WASHINGTON — Twenty-two financial, retail and technology trade associations have sent a letter to the House Energy and Commerce Committee calling for new federal regulations governing data breaches that would preempt state law.
The groups said new legislation should create a “flexible, scalable” standard that would account for the size, cost and nature of data collected by a company and that it should create a “notification regime” requiring timely notice of a data breach to consumers, law enforcement and regulators.
“Consumers’ private information is extremely important to them, and Congress must act to better protect them,” said Jason Kratovil, vice president of government affairs for payments at the Financial Services Roundtable, who co-signed.
The trade groups also said there should be “clear preemption of the existing patchwork of often conflicting and contradictory state laws” when it comes to new data breach regulations. The Federal Trade Commission and state attorneys general should have exclusive enforcement rights outside of companies subject to the Gramm-Leach-Bliley Act, state insurance regulations and the Health Insurance Portability and Accountability Act of 1996, the groups added.

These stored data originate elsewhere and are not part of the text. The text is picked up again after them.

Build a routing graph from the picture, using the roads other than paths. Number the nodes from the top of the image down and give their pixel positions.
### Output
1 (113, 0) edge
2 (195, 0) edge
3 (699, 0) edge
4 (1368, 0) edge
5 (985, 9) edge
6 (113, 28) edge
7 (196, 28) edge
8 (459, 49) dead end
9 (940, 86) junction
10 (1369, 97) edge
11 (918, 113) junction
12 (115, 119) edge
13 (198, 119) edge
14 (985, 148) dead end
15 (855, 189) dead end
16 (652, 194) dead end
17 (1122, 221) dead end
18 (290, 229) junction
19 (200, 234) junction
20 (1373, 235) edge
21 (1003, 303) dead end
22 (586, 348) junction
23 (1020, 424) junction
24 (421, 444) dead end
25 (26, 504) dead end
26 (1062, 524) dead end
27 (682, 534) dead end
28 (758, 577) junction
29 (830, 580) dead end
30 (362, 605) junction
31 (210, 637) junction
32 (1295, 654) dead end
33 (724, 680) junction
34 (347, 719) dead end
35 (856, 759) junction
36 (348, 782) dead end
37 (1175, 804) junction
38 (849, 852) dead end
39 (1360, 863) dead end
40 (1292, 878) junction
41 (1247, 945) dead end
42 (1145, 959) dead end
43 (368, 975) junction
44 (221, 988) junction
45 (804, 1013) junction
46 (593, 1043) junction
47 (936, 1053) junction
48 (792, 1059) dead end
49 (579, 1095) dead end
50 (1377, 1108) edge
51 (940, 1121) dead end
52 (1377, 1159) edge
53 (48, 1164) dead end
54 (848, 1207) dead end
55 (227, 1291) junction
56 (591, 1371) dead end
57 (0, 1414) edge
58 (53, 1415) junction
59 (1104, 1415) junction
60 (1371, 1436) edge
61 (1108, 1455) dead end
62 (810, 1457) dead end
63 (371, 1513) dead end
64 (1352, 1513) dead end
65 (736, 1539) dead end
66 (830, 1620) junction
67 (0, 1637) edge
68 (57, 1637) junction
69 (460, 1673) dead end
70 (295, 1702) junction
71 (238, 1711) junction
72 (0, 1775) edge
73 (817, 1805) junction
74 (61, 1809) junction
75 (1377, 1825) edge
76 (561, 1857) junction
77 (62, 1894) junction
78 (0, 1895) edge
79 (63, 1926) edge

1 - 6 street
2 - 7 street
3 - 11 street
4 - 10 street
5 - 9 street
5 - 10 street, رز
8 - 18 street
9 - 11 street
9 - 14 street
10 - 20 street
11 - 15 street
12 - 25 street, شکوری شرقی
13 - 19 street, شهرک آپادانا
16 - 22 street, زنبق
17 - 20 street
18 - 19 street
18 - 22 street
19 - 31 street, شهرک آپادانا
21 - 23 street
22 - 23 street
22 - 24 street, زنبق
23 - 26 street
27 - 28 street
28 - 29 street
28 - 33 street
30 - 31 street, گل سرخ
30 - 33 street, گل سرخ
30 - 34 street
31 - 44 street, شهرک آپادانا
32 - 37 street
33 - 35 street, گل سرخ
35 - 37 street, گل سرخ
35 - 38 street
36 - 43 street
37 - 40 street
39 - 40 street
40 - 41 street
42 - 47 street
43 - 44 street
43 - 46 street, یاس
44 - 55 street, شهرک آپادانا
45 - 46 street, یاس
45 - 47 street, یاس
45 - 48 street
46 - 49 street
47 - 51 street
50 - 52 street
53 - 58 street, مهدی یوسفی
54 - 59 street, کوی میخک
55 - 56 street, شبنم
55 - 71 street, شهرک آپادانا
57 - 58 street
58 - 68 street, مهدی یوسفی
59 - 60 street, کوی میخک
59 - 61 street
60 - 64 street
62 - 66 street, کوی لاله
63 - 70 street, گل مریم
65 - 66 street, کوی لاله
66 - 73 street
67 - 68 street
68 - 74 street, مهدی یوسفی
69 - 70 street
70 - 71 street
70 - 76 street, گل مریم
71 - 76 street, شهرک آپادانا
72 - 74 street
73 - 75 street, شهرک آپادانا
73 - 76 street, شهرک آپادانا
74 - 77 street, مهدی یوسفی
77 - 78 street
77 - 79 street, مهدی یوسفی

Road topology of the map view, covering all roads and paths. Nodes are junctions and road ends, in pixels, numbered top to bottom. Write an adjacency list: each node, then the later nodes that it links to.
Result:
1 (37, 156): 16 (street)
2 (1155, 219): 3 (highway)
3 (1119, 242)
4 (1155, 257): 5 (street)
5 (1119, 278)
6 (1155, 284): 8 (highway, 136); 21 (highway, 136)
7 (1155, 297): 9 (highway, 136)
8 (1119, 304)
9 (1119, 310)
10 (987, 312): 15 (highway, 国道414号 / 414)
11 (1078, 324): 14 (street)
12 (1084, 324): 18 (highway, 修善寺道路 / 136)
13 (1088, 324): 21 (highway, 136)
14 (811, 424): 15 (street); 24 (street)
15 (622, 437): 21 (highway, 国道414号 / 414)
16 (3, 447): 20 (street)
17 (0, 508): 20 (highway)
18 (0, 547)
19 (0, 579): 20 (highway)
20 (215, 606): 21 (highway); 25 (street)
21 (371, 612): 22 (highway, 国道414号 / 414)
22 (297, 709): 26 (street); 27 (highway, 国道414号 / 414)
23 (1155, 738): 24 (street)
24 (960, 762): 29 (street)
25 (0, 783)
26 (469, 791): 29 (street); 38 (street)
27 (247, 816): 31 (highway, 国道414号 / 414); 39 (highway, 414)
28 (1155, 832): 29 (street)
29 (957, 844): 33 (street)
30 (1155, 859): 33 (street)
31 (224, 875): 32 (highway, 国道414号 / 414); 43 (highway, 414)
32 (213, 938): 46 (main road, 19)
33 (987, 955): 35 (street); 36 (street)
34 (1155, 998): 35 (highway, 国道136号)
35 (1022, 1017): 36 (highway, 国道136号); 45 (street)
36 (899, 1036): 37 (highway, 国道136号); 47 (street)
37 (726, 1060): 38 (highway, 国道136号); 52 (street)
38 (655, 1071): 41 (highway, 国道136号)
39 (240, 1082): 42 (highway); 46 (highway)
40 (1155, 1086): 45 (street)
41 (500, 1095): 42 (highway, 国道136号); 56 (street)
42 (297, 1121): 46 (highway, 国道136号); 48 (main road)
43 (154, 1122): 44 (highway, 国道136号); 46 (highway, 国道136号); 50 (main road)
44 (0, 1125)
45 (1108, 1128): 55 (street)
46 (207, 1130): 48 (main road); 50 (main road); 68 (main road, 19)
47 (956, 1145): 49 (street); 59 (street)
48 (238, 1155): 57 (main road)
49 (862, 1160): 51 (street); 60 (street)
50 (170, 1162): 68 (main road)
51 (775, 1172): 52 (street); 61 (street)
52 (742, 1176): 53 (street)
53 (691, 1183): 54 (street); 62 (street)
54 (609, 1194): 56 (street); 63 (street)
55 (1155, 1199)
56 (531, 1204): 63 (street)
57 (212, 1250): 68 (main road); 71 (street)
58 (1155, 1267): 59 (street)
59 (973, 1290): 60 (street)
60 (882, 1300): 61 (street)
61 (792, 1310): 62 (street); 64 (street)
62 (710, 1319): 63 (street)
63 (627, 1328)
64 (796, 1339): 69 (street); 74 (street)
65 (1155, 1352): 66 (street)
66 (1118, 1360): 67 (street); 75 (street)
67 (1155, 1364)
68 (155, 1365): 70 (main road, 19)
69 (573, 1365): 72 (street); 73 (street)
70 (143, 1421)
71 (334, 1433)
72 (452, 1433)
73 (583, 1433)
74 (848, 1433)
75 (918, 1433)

“For the first time in over a decade, the banking, payment, retail, telecommunication and technology industries have come together to call on Congress to enact national data security legislation. Congress should harness this momentum and quickly deliver a bill to the President’s desk,” Kratovil said in the Jan. 4 letter to House Energy and Commerce Committee Chairman Greg Walden, R-Ore., and Bob Latta, R-Ohio. Latta chairs the Subcommittee on Digital Commerce and Consumer Protection.
The American Bankers Association, Consumer Bankers Association, Credit Union National Association, Independent Community Bankers of America, National Association of Federally-Insured Credit Unions and the Electronic Transactions Association also signed the letter.